To fully understand the ramifications of confidentiality, it’s helpful to ask: Who benefits from confidentiality in an executive search?

It benefits the executive search firm. The search firm knows the candidates for all of the searches under its purview, but each of its clients knows about only one. Privileged information creates commercial power, including the ability to sell access to this information or to selectively reveal it as a means of control. The reputation of the executive search firm also benefits if confidentiality contributes to a successful search outcome.

It benefits the decision making body. Secrecy obscures any embarrassing elements of a search process and also enables only the desired aspects of the final decision to be revealed. It smooths decision making and allows influence to be exerted in unmonitored settings. Confidentiality eases stress by giving a feeling of control. It concentrates the soft elements of decision making power. By expanding the pool of applicants it can raise searchers’ expectations for the outcome of the search. Confidentiality also concentrates responsibility for the outcome (this last aspect is not necessarily a benefit to the deciding body).

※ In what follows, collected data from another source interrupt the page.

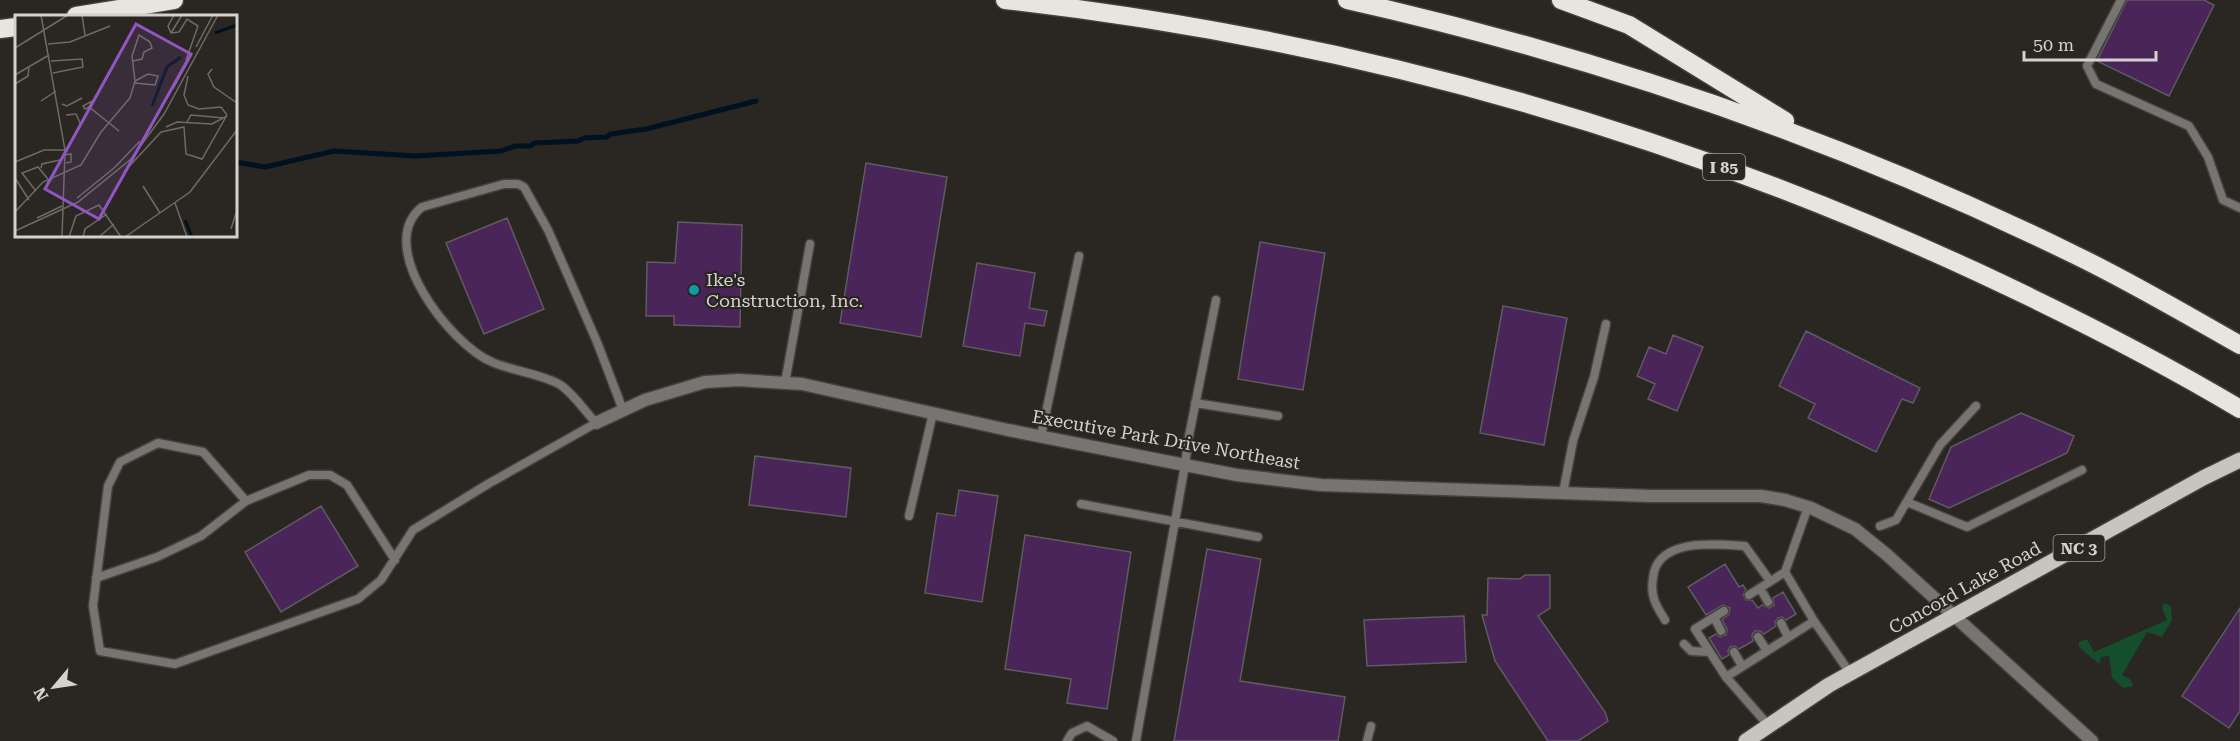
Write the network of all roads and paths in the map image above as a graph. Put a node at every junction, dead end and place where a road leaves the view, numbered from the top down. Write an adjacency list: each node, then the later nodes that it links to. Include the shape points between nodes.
1 (174, 0): 6 (highway)
2 (1005, 0): 19 (highway, I 85, via 1172,24 1375,63 1627,133 1747,175 1900,236 2119,340)
3 (1347, 0): 9 (highway, via 1534,46)
4 (1561, 0): 9 (highway, via 1629,25)
5 (2121, 0): 10 (lane, via 2087,66 2096,84 2190,126 2208,158 2223,200)
6 (82, 15)
7 (15, 27): 8 (highway)
8 (0, 29)
9 (1818, 141): 15 (highway, via 2076,255)
10 (2240, 208)
11 (810, 244): 16 (lane)
12 (1079, 256): 24 (lane)
13 (1216, 300): 17 (lane)
14 (1606, 324): 28 (lane, via 1573,441)
15 (2240, 345)
16 (784, 383): 20 (street, Executive Park Drive Northeast, via 705,382); 21 (street, Executive Park Drive Northeast, via 834,390)
17 (1195, 403): 22 (lane); 26 (lane)
18 (1976, 406): 30 (lane, via 1940,445)
19 (2240, 409)
20 (623, 410): 23 (street, Executive Park Drive Northeast); 23 (lane, via 548,230 524,187 504,184 422,207 413,214 406,245 410,269 429,302 454,333 471,350 492,362 561,385)
21 (933, 413): 24 (street, Executive Park Drive Northeast); 33 (lane)
22 (1278, 416)
23 (596, 423): 37 (lane, via 413,530)
24 (1041, 436): 26 (street, Executive Park Drive Northeast)
25 (2240, 460): 46 (main road, Concord Lake Road / NC 3)
26 (1185, 465): 28 (street, Executive Park Drive Northeast, via 1321,484); 34 (lane)
27 (2082, 470): 30 (lane, via 1967,527)
28 (1563, 493): 32 (street, Executive Park Drive Northeast, via 1761,496)
29 (246, 501): 37 (lane, via 309,476 330,475 347,485); 39 (lane, via 201,536 157,557); 39 (lane, via 203,452 158,443 120,462 108,486)
30 (1907, 502): 35 (lane, via 1896,520)
31 (1081, 504): 34 (lane)
32 (1808, 507): 38 (lane); 46 (street, Executive Park Drive Northeast, via 1856,529)
33 (909, 516)
34 (1175, 522): 36 (lane); 64 (lane)
35 (1880, 526)
36 (1258, 537)
37 (395, 560): 39 (lane, via 381,580 358,599 175,664 100,651 93,606)
38 (1785, 572): 40 (lane); 48 (lane)
39 (96, 578)
40 (1770, 581): 41 (lane); 47 (lane, via 1745,546 1687,546 1663,557 1655,567 1654,599)
41 (1760, 588): 42 (lane); 43 (lane)
42 (1749, 595)
43 (1768, 602)
44 (1724, 611): 45 (lane)
45 (1714, 617): 50 (lane); 55 (lane, via 1695,629)
46 (1954, 617): 58 (main road, Concord Lake Road / NC 3); 67 (street, Executive Park Drive Northeast)
47 (1665, 620)
48 (1814, 621): 52 (lane); 58 (lane)
49 (1781, 623): 52 (lane)
50 (1721, 631)
51 (1758, 637): 54 (lane)
52 (1788, 637): 54 (lane)
53 (1683, 644): 55 (lane, via 1692,651)
54 (1767, 651): 57 (lane)
55 (1709, 652): 59 (lane)
56 (1734, 652): 57 (lane)
57 (1742, 666): 59 (lane)
58 (1850, 673): 61 (main road, Concord Lake Road / NC 3)
59 (1726, 677): 61 (lane)
60 (1371, 726): 65 (lane)
61 (1768, 726): 66 (main road, Concord Lake Road / NC 3)
62 (1067, 741): 63 (lane, via 1072,733 1087,726)
63 (1113, 741)
64 (1137, 741)
65 (1367, 741)
66 (1746, 741)
67 (2092, 741)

It benefits the applicants. Many applicants fear (often rightly) that awareness of their explorations could damage their position at their current employer. This means that confidential searches tend to attract a larger number of applicants, especially high visibility individuals who are willing to hide important facts from their current employers.

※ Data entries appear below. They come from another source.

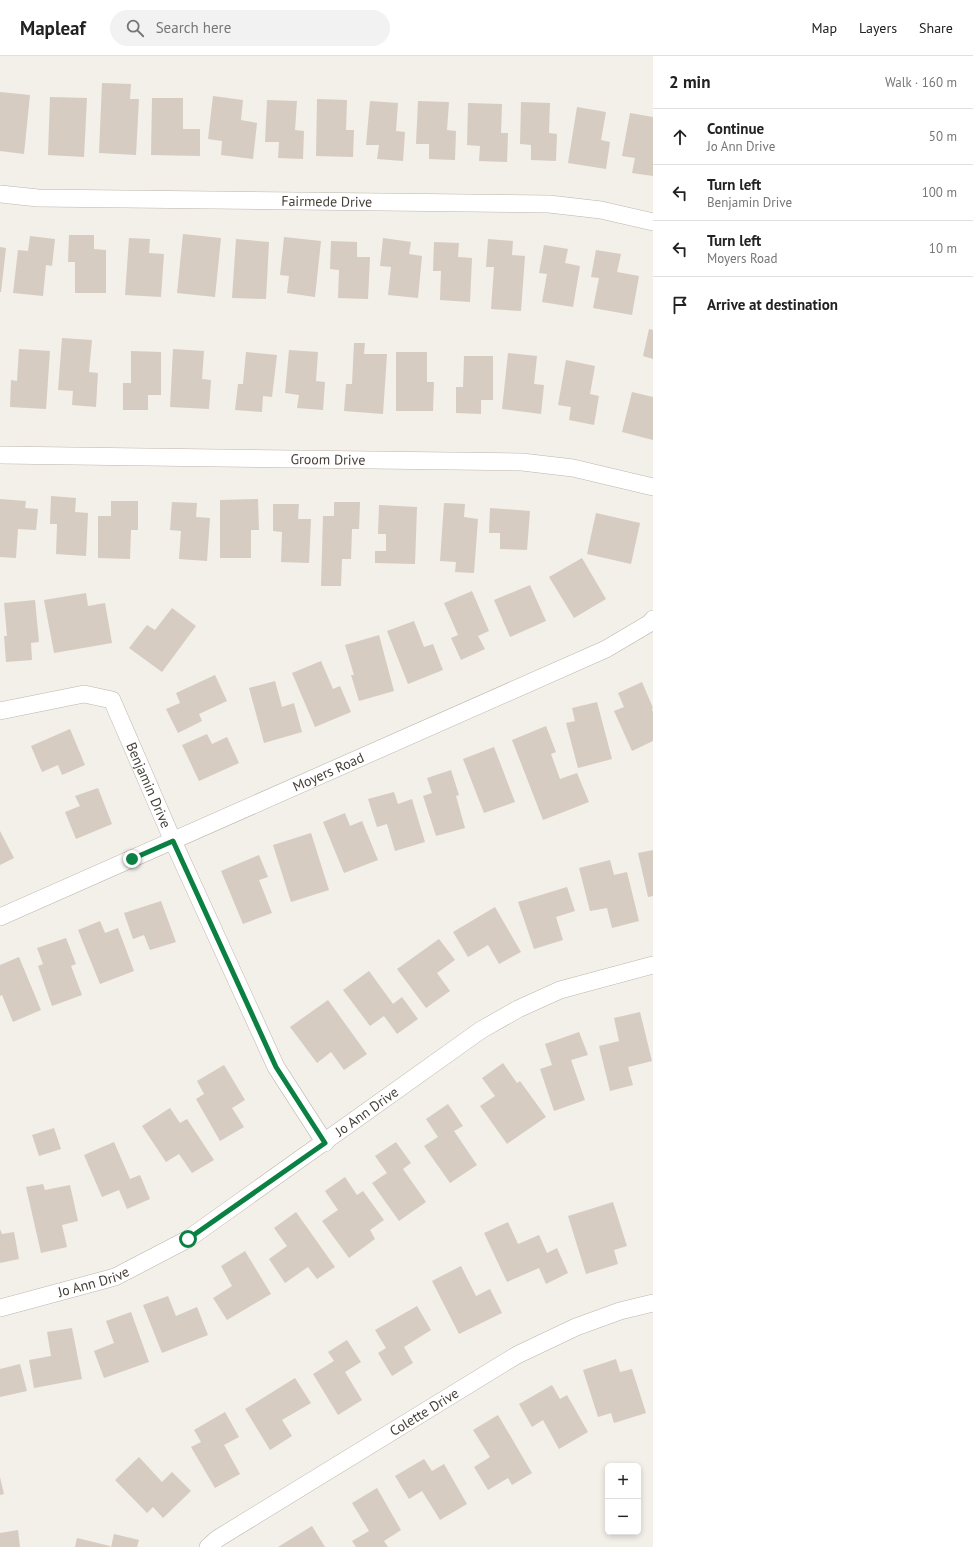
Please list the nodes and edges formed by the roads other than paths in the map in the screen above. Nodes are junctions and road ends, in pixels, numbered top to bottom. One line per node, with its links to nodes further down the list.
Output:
1 (0, 194): 2 (street, Fairmede Drive)
2 (653, 222)
3 (0, 455): 4 (street, Groom Drive)
4 (653, 487)
5 (653, 619): 7 (street, Moyers Road)
6 (0, 711): 7 (street, Benjamin Drive)
7 (173, 841): 8 (street, Moyers Road); 10 (street, Benjamin Drive)
8 (0, 918)
9 (653, 965): 10 (street, Jo Ann Drive)
10 (325, 1143): 12 (street, Jo Ann Drive)
11 (653, 1303): 13 (street, Colette Drive)
12 (0, 1308)
13 (208, 1547)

In every case, it’s the party with more information in a given relationship who receives the benefit of information asymmetry. The hope is that the institution as a whole will also benefit from confidential searches, even though its general membership is on the short side of every asymmetry. Keep in mind that every party to the search process – the firm, the search body, the applicant – obtains private benefits from confidentiality. Unless everyone is a saint, these private benefits will affect the design of the search and its progression.

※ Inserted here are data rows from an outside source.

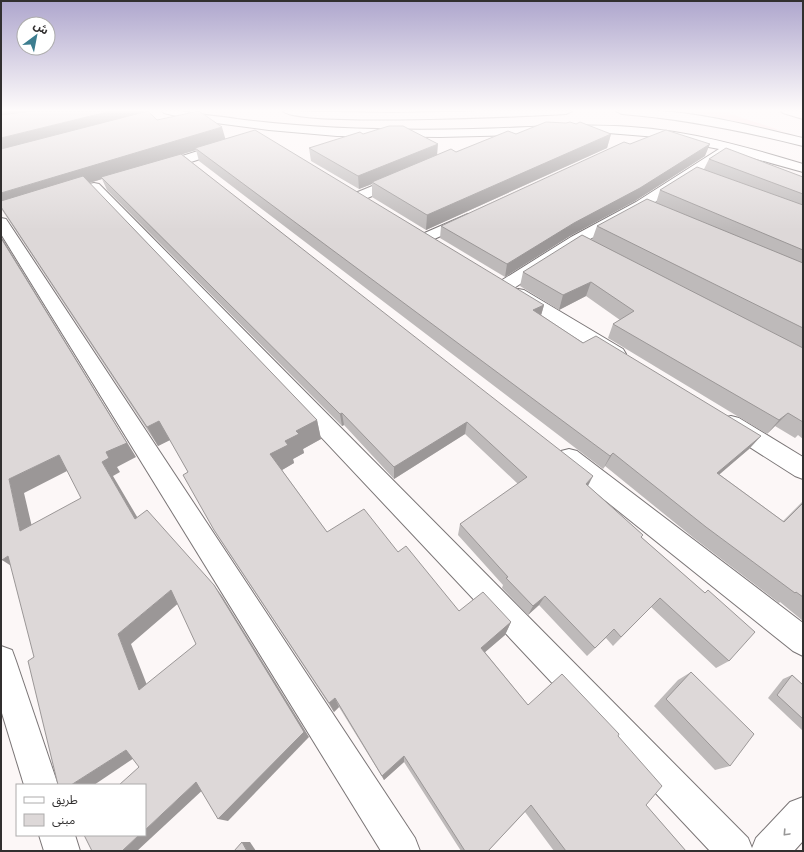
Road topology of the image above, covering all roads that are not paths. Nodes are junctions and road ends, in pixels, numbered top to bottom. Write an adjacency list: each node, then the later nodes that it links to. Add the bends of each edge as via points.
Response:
1 (213, 151): 4 (main road)
2 (724, 151): 7 (main road)
3 (743, 151): 5 (main road)
4 (187, 159): 6 (main road); 8 (main road)
5 (803, 168)
6 (144, 172)
7 (690, 173): 10 (main road); 16 (main road, via 648,208 584,244 499,282)
8 (206, 174)
9 (408, 175): 12 (main road, via 352,193)
10 (704, 178)
11 (94, 187): 27 (main road)
12 (378, 209)
13 (482, 211): 15 (main road, via 418,233)
14 (3, 218): 26 (main road)
15 (445, 250)
16 (627, 361)
17 (715, 415): 19 (main road)
18 (552, 444): 20 (main road)
19 (803, 469)
20 (803, 641)
21 (1, 661): 22 (main road)
22 (41, 784)
23 (803, 815): 28 (main road, one-way to 28)
24 (57, 836): 25 (main road)
25 (62, 851)
26 (402, 851)
27 (734, 851)
28 (769, 851)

The advantages of opening up at least the final stages of an executive search to public view include broadening the sense of ownership of the search process to create a stronger sense of inclusion in the community of interest and activating a broader base of expertise in assessing finalists. It is not so unusual. A search for the Chancellor of the University of Georgia system publicly identified the three finalists. A search for Provost of the University of Arizona invited the finalists to hold public fora at the university. A search for the President of the University of Utah publicly identified the finalists. We don’t have to scour obscure corners of the internet to find these: In two of these searches, one finalist was a then-current administrator at Penn State. In the third, David Smith was a finalist.

Partially lifting confidentiality midstream after expectations have been set is of course very different from defining an open search from the beginning. Any applicant would need to give express permission before a promised veil of confidentiality could be lifted. But if a candidate is unwilling to be publicly recognized as one of three finalists, then are they the sort who we want leading a university where “it will be important for the president to foster an atmosphere of openness and transparency“? (see page 8 of the linked pdf)

(As a final note, be wary if someone with access to vast stores of confidential information chooses to reveal some tiny subset of it in a manner that reinforces their self interest. Anything can be proven by selective disclosure from a large enough store of examples.)